[The data — start]
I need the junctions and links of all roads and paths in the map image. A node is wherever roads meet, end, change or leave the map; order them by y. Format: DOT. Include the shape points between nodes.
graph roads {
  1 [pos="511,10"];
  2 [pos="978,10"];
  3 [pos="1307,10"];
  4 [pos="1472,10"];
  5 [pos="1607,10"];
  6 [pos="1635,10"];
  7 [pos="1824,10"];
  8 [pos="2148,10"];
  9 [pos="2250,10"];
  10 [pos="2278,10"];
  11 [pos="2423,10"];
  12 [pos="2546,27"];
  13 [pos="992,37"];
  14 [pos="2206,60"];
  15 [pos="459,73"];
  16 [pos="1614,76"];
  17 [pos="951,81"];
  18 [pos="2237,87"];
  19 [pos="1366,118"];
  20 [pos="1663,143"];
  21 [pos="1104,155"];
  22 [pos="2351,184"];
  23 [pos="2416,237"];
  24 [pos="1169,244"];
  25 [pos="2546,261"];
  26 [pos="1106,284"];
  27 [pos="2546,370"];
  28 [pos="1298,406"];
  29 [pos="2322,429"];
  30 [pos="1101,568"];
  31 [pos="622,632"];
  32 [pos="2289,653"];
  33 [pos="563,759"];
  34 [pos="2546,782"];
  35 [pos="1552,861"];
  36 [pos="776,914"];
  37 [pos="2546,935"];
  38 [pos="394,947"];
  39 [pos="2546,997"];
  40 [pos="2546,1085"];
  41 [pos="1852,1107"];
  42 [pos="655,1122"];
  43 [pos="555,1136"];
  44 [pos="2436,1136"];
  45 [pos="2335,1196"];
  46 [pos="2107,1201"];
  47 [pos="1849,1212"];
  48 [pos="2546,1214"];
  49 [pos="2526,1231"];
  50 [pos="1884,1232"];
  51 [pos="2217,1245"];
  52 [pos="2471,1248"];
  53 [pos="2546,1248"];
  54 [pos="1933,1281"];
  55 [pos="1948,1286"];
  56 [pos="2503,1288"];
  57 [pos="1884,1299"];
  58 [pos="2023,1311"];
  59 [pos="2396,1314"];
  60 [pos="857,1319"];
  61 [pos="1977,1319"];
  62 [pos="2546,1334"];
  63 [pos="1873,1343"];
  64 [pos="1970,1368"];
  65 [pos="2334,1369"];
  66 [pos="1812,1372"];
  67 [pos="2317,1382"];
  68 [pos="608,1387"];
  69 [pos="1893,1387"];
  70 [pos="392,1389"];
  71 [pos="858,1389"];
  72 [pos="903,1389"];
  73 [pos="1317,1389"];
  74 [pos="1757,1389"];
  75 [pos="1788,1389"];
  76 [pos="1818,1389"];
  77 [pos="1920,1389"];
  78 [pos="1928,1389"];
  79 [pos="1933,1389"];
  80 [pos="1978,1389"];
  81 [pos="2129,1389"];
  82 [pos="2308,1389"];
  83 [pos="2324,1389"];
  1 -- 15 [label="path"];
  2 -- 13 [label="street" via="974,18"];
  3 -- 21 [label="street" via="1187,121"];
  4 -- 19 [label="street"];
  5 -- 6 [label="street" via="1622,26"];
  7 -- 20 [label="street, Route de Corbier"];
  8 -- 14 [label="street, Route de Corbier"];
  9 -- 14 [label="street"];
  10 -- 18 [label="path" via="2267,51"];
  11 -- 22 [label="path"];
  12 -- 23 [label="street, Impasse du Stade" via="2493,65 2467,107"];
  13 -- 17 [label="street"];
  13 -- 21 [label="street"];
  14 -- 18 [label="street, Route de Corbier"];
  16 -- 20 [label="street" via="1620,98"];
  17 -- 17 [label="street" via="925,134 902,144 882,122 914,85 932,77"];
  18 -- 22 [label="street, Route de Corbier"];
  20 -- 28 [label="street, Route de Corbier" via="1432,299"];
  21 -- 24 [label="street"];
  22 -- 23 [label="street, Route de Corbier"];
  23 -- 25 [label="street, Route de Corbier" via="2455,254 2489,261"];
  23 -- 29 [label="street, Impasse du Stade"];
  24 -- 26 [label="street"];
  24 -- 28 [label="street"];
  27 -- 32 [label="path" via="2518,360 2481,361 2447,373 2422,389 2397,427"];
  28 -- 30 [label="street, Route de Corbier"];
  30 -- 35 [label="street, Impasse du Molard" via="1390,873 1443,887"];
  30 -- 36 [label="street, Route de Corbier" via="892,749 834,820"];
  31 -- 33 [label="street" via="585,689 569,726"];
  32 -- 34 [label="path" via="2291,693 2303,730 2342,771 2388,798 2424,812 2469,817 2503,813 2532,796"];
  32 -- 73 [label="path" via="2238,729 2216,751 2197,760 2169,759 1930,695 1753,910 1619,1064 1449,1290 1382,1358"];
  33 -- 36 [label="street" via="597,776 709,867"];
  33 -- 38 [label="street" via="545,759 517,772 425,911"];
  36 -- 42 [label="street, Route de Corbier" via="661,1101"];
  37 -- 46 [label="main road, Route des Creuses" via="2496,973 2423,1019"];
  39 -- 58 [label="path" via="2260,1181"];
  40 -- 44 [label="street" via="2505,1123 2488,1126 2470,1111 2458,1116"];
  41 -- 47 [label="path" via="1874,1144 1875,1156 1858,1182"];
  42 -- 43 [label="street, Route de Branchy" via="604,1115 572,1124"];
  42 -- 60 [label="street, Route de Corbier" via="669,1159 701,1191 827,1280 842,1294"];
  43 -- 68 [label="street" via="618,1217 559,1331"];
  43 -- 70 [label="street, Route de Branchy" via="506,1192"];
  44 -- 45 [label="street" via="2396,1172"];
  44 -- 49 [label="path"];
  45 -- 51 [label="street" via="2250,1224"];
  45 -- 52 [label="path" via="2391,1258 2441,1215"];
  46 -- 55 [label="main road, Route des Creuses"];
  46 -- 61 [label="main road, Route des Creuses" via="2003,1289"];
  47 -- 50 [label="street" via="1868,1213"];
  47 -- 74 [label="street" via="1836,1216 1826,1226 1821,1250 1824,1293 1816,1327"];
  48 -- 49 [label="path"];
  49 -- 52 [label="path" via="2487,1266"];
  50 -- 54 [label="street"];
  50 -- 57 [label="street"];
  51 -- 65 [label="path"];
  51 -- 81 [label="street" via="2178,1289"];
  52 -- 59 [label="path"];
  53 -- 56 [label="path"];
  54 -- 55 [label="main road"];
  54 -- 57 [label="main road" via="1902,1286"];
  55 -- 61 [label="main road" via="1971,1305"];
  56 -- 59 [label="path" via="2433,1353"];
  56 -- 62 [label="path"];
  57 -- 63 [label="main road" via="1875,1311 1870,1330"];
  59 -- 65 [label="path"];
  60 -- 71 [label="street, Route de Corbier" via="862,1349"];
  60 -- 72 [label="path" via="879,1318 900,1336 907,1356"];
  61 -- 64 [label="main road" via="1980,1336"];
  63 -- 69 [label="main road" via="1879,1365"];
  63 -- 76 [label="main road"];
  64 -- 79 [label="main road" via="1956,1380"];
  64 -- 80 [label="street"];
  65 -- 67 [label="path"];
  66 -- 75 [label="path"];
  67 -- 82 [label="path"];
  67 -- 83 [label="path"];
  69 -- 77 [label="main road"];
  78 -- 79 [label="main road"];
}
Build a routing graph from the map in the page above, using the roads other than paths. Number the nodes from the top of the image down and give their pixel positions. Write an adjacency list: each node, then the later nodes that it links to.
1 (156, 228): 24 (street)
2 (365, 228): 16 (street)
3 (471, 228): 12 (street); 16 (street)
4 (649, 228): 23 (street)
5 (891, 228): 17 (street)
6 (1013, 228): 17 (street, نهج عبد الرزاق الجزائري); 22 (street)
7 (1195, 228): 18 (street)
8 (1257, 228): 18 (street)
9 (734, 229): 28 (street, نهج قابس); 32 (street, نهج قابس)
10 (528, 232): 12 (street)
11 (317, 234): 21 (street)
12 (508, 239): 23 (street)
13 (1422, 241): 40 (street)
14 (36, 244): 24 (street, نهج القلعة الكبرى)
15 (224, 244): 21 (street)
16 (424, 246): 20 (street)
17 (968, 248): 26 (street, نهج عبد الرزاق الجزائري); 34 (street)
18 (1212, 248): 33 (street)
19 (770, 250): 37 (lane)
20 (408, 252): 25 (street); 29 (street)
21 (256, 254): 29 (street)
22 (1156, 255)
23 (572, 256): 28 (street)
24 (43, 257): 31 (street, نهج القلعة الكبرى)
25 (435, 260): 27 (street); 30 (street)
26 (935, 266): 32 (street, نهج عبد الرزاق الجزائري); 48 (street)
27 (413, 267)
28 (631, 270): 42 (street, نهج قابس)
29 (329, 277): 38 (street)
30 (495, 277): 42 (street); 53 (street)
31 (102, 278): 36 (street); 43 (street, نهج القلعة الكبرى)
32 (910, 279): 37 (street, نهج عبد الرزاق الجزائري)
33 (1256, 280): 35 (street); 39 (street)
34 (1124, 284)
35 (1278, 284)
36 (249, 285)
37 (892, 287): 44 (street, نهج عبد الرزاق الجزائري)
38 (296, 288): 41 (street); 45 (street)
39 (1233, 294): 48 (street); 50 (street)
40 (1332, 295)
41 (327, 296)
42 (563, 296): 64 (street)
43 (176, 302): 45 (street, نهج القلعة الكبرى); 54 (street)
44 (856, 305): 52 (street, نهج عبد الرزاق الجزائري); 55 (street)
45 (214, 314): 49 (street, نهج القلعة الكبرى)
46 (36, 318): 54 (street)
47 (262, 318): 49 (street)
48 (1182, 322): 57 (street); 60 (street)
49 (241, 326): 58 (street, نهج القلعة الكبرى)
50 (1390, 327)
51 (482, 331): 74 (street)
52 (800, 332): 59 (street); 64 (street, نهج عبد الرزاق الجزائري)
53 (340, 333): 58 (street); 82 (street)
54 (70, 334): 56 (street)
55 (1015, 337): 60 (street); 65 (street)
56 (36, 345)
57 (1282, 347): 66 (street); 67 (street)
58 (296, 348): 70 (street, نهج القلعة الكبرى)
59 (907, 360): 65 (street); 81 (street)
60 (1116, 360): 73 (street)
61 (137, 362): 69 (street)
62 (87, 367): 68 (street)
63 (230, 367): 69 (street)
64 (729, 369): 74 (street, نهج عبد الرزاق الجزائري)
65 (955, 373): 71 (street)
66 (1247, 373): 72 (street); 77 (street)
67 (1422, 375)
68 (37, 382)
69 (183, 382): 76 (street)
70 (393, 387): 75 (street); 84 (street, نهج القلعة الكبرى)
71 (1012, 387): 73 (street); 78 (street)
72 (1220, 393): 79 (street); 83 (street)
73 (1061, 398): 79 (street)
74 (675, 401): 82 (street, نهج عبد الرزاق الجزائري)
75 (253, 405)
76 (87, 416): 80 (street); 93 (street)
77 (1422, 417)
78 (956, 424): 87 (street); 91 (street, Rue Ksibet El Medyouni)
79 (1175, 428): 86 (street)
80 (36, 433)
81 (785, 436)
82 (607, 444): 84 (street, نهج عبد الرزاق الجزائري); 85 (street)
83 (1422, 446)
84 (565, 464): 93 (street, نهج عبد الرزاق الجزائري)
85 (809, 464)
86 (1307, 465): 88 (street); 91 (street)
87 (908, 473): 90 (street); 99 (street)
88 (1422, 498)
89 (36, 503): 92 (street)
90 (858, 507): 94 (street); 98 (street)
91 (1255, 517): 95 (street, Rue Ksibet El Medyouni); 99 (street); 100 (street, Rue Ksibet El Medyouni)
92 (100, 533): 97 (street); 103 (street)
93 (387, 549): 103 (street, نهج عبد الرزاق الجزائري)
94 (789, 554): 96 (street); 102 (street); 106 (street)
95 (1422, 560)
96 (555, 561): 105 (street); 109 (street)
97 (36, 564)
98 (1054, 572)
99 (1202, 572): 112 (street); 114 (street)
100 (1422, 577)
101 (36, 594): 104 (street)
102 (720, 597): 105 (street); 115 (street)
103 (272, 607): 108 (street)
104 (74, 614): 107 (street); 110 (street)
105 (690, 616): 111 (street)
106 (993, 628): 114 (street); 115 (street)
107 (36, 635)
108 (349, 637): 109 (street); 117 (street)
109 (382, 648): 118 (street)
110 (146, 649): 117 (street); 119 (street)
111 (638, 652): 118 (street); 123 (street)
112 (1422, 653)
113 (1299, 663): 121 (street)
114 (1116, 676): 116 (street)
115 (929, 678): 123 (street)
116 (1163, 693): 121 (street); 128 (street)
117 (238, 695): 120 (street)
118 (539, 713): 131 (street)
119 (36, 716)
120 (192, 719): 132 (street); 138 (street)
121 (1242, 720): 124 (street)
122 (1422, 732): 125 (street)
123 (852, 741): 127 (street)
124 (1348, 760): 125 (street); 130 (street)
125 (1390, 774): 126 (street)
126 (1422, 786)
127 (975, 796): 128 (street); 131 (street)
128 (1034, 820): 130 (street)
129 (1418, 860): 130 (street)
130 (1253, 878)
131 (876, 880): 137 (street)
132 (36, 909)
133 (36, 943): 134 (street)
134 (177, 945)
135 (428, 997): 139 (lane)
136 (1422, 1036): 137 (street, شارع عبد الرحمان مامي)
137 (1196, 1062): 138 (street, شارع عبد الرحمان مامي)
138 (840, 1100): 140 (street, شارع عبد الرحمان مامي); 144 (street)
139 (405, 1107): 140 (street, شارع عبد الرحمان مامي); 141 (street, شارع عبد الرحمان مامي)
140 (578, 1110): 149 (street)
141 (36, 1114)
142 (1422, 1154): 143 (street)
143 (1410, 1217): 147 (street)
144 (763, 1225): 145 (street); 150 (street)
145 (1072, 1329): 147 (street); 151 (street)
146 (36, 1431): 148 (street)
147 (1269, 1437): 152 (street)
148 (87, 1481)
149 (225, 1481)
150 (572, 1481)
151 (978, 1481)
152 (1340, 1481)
[The data — finish]
*Work request*.
In the entries above, some lines hold the string "الرحمان". Copy each of them.

*Completed task*.
136 (1422, 1036): 137 (street, شارع عبد الرحمان مامي)
137 (1196, 1062): 138 (street, شارع عبد الرحمان مامي)
138 (840, 1100): 140 (street, شارع عبد الرحمان مامي); 144 (street)
139 (405, 1107): 140 (street, شارع عبد الرحمان مامي); 141 (street, شارع عبد الرحمان مامي)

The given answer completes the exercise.